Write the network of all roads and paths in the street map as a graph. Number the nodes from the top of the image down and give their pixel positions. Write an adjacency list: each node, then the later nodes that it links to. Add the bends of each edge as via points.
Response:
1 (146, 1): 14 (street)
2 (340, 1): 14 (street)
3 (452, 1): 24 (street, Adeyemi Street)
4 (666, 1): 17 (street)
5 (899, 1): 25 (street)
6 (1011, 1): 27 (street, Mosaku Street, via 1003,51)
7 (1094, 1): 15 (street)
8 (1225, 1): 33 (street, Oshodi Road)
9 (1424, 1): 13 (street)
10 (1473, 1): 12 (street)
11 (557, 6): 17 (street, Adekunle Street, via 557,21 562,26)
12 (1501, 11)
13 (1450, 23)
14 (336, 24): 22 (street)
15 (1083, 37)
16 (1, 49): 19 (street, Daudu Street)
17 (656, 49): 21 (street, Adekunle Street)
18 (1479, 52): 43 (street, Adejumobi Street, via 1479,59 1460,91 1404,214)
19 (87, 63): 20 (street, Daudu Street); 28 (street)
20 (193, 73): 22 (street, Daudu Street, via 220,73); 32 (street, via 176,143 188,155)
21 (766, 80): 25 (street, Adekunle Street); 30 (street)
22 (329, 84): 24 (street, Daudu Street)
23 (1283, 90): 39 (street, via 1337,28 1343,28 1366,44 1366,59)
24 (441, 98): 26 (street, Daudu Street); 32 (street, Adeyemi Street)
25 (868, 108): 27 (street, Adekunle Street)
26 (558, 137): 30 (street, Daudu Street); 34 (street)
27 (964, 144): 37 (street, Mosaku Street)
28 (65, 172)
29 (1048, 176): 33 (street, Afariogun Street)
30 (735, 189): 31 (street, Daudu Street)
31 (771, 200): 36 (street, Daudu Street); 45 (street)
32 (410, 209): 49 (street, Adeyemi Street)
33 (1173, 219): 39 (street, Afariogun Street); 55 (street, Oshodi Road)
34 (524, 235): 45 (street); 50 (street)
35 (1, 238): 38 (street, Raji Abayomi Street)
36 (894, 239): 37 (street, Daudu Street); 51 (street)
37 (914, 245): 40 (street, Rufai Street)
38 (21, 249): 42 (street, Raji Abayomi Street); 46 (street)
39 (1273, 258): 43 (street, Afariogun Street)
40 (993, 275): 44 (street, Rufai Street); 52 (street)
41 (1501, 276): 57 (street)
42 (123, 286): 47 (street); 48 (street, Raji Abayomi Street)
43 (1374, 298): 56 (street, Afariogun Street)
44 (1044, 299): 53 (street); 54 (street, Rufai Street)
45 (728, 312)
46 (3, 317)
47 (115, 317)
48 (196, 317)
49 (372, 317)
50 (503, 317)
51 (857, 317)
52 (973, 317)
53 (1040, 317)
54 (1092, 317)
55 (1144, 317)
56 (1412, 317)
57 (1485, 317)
——
What you should do
Scan the data above for the word "Adekunle". Copy every line in which it is found.

Answer to this problem
11 (557, 6): 17 (street, Adekunle Street, via 557,21 562,26)
17 (656, 49): 21 (street, Adekunle Street)
21 (766, 80): 25 (street, Adekunle Street); 30 (street)
25 (868, 108): 27 (street, Adekunle Street)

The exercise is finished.